In June 2023, the EC then published the Sustainable Finance Package, which included additional activities to the EU Taxonomy and new rules for ESG rating providers. The overall goal of the package is to ensure that the EU sustainable finance framework continues to support companies and the financial sector and encourage private funding of transition projects and technologies.

PensionsEurope has been actively working on legislation in sustainable finance, which given their horizontal nature, also impact pension funds. We advocate for a framework that is suitable to IORPs and their specificities. IORPs are social institutions active in financial markets and have diverse characteristics – some of them are large but many of them are small, and thereby they are different from other financial market institutions that have been mainly the focus of EU legislators. 

We worked on the Corporate Sustainability Due Diligence Directive (CSDDD) published in February 2022, which initially would have had lot of implications for pension funds in their role as institutional investors. In September 2023 during the trilogues phase, we published a revised position paper highlighting our concerns.

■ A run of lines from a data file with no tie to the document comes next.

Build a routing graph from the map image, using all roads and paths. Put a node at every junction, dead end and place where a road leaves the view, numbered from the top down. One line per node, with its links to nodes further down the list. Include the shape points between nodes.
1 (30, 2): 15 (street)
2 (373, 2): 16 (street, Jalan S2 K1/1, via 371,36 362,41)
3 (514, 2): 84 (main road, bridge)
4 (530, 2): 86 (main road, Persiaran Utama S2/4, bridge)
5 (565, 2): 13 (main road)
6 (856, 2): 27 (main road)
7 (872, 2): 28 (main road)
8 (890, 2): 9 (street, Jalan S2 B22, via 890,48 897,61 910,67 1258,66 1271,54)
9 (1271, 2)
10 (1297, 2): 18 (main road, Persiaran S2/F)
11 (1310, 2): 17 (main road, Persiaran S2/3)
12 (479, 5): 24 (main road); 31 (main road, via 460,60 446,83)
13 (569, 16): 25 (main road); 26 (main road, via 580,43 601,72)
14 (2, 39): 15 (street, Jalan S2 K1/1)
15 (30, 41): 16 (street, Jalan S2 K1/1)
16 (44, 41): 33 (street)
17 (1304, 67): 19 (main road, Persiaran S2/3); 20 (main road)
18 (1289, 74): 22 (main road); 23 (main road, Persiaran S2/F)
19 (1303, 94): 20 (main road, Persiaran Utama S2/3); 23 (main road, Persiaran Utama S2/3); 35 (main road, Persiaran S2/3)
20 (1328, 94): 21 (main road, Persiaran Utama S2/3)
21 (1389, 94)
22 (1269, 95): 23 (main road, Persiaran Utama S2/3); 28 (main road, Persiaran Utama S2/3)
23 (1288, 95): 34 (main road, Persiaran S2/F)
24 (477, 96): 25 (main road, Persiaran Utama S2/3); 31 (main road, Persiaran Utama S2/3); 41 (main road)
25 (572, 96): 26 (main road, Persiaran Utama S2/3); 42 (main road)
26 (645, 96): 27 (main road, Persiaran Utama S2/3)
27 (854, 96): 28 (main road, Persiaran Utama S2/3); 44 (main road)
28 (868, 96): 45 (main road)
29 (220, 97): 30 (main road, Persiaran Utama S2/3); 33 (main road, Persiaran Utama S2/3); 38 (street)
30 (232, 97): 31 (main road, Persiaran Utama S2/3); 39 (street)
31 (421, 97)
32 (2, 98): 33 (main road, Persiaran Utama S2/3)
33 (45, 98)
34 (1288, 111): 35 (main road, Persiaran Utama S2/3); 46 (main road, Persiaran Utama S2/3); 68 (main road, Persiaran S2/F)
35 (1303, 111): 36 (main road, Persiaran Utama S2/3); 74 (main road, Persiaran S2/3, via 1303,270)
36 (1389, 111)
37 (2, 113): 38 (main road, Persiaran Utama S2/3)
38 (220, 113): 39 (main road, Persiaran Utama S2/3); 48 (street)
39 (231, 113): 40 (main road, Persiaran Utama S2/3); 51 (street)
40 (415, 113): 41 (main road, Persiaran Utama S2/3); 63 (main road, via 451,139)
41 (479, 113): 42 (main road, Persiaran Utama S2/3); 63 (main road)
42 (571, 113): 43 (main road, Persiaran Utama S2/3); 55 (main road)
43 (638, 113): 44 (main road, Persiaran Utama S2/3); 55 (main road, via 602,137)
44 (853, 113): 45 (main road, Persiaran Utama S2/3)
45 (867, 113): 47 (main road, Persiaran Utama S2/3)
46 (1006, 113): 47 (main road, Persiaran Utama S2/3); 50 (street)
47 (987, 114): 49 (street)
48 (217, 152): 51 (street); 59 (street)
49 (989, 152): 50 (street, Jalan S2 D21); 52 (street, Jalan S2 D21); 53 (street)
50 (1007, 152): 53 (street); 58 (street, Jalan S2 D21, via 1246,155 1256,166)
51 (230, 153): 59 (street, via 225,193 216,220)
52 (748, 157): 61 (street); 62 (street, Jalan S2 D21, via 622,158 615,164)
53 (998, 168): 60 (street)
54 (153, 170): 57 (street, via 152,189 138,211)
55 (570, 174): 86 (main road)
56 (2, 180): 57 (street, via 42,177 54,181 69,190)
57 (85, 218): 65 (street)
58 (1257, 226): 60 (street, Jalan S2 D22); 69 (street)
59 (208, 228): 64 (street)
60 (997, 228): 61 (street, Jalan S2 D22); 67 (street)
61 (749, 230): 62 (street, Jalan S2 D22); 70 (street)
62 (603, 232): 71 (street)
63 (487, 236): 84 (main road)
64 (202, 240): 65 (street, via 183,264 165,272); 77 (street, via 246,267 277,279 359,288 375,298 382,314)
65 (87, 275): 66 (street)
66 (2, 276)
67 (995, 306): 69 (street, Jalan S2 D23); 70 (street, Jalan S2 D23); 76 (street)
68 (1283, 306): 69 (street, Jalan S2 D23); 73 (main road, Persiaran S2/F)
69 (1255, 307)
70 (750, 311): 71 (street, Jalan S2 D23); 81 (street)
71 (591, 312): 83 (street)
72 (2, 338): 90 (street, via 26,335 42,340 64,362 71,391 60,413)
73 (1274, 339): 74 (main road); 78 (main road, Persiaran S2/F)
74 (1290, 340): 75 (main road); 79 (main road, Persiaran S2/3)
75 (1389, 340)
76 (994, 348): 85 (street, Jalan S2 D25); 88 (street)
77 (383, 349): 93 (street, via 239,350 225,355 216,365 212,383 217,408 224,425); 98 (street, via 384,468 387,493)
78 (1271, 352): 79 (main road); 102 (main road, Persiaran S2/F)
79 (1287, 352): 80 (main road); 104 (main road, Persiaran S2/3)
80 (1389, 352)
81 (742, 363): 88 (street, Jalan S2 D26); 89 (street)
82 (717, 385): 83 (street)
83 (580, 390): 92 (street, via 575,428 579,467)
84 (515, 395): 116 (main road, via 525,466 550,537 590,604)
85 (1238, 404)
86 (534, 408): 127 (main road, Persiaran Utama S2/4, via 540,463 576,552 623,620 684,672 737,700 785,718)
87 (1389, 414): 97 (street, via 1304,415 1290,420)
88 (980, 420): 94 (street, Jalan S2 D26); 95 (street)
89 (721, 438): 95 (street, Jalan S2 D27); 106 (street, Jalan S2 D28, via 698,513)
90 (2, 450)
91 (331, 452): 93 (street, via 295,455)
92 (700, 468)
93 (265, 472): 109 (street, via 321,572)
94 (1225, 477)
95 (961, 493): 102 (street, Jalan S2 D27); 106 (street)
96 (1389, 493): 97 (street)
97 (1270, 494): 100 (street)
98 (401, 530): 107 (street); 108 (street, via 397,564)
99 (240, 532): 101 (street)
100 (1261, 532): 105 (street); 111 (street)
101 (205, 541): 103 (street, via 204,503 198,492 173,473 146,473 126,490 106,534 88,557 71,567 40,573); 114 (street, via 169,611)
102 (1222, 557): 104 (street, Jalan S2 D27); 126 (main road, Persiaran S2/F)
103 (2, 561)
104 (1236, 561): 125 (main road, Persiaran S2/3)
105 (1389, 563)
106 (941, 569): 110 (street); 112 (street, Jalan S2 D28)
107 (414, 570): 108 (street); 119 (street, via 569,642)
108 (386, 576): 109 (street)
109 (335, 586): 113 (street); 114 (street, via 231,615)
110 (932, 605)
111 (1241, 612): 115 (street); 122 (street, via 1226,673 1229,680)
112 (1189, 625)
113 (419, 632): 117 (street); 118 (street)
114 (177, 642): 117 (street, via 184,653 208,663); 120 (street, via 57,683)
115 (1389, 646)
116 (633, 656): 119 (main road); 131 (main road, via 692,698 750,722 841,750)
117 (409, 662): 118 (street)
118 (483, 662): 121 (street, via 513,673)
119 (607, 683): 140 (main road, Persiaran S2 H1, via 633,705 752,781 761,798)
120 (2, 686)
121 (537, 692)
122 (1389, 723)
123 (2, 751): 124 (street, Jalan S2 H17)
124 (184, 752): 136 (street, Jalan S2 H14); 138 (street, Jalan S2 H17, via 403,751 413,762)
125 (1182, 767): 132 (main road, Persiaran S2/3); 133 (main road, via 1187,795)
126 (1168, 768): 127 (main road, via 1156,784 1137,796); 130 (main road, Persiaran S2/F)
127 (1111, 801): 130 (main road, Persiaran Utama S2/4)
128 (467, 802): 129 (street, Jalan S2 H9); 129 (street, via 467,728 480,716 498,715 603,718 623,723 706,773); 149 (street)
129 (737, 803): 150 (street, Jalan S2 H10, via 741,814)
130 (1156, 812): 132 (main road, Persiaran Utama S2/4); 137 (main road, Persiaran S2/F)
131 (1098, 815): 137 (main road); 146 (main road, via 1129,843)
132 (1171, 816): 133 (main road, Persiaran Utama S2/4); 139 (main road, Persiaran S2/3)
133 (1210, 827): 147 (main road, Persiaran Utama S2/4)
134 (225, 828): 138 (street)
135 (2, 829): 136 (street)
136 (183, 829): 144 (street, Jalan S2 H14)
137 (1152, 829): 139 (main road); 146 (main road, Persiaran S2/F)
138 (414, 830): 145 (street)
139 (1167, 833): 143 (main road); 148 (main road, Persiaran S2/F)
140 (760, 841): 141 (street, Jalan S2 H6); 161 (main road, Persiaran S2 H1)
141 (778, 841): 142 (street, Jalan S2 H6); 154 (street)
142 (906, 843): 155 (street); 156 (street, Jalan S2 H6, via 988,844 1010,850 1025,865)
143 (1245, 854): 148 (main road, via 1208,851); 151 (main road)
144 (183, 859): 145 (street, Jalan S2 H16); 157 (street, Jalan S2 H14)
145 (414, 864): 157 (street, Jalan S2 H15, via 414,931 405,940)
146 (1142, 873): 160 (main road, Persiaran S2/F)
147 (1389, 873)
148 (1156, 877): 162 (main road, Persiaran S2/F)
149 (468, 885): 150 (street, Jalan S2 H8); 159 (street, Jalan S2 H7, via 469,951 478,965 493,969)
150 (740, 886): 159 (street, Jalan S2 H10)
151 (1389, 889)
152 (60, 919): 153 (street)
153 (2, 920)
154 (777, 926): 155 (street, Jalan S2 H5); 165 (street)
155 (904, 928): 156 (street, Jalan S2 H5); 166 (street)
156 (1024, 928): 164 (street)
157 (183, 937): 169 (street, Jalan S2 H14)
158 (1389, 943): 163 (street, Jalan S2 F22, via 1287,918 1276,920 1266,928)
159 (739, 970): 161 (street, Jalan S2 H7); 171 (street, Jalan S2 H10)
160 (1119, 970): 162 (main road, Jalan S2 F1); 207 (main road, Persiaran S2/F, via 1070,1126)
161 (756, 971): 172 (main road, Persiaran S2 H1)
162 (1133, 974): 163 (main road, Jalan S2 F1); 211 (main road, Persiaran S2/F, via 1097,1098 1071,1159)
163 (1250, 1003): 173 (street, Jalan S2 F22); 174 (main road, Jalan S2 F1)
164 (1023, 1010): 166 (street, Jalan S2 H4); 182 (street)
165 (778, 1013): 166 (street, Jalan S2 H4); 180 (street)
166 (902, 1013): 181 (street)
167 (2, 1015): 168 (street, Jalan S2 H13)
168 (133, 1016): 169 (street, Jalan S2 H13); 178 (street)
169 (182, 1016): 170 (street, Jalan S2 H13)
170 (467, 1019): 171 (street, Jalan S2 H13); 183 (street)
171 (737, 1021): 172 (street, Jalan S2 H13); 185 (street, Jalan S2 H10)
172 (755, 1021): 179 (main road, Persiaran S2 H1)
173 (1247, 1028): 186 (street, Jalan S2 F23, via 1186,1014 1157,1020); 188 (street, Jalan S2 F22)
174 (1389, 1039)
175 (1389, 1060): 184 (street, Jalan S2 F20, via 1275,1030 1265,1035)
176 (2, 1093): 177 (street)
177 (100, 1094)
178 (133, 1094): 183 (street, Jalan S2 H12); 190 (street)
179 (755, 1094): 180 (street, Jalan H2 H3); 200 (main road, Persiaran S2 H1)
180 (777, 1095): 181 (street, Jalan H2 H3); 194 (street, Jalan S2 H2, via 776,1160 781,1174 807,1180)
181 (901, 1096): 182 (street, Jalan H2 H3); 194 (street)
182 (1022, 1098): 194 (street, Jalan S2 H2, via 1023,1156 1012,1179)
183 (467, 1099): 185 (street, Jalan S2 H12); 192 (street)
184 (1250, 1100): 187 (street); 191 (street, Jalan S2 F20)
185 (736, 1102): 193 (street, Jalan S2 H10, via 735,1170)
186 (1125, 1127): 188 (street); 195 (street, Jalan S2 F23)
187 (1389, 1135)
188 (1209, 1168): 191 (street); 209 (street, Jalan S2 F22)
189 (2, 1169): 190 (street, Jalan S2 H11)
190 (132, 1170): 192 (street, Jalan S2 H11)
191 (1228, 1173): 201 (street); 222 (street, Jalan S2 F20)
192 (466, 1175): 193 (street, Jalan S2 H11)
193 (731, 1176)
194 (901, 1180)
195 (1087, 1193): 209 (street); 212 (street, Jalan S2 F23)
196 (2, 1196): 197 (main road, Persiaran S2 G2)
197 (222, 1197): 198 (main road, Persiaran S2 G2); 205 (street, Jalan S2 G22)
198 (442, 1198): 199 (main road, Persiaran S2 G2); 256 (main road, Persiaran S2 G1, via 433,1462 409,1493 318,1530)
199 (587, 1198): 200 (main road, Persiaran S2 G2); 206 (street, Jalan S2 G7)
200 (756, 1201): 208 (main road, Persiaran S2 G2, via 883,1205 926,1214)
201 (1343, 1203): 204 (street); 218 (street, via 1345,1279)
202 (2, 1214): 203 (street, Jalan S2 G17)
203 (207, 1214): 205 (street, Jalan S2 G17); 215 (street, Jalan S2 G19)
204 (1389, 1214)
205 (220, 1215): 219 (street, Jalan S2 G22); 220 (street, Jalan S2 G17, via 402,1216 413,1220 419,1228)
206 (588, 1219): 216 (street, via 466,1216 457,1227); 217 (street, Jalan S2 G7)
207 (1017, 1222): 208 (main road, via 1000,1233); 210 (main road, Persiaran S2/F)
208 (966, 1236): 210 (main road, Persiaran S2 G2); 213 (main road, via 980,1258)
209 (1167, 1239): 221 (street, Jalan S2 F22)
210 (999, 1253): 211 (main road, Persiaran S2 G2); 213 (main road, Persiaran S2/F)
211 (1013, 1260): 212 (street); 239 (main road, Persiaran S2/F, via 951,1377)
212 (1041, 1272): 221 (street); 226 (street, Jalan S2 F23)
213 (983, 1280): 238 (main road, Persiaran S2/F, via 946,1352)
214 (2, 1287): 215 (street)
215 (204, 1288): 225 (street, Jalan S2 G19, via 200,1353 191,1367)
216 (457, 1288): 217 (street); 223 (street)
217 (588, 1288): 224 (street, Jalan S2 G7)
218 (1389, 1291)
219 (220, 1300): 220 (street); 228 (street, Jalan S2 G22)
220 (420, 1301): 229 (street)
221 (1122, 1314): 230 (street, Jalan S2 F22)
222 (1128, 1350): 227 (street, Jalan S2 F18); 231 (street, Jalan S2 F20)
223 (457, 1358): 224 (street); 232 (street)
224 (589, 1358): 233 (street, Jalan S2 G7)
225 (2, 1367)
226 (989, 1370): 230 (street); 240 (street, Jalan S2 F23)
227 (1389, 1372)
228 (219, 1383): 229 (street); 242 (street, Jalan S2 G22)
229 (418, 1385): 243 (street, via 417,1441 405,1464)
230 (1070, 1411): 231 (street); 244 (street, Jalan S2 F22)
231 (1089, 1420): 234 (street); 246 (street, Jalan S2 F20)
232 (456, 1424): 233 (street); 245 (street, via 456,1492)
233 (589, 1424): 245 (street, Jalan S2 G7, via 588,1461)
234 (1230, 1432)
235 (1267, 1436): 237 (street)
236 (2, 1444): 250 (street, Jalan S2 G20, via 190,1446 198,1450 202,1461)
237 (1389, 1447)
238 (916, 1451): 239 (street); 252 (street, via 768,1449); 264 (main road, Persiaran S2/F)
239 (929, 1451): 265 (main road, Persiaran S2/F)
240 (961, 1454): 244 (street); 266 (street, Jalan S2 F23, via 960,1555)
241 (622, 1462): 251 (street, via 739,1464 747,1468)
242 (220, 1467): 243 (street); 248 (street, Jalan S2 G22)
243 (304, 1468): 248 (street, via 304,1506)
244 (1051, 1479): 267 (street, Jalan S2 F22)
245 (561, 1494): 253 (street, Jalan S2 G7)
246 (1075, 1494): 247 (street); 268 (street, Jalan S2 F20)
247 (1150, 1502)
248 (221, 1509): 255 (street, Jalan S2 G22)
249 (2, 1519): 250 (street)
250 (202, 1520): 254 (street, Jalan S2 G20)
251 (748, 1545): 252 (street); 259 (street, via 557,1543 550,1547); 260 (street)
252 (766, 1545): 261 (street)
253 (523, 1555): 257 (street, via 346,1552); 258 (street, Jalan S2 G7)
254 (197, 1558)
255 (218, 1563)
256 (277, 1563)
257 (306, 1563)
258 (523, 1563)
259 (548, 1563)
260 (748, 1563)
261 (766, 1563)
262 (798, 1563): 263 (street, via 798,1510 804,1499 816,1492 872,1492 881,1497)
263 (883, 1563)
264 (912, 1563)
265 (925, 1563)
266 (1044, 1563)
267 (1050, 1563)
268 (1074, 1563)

The Sustainable Finance Disclosure Regulation (SFDR) both at level 1 and 2 is also an important priority of PensionsEurope. We answered the ESA’s consultation on the level 2 review which was held in 2023 (review of PAI and financial product disclosures in the SFDR Delegated Regulation). We are closely following the Level 1 review, which was initiated by the EC over the summer 2023 and answered the EC’s consultation in December 2023. Overall, we are advocating for sub-sectoral RTS tailored to IORPs and their specificities as part of the SFDR framework.

We were also active on the ESG ratings regulation. We published our position paper following the EC’s proposal in June 2023. We indicated among other issues that the regulation should extend to ESG data itself.

Coming into the 2024-2029 mandate of the new European Commission, President Ursula von der Leyen has expressed her intentions to continue advancing the EU Green Deal and upholding the Paris Agreement. For sustainable finance, the focus is on refining and streamlining the legislation passed in the previous mandate. Key priorities include tackling greenwashing, integrating transition finance into existing regulations and making the overall framework more fit for purpose by reducing overlap between the different pieces of legislation.

An expected central initiative will be the European Commission’s review of the Sustainable Finance Disclosure Regulation framework, expected in 2025. This review will address the use of Articles 8 and 9 as labels, although they are not fit for purpose. The ESAs have already initiated their thinking on the SFDR review through the publication of their Joint Opinion on the SFDR in June 2024. In response to the ESAs joint opinion, we published our position paper.

We will continue working on any files in sustainable finance impacting pension funds.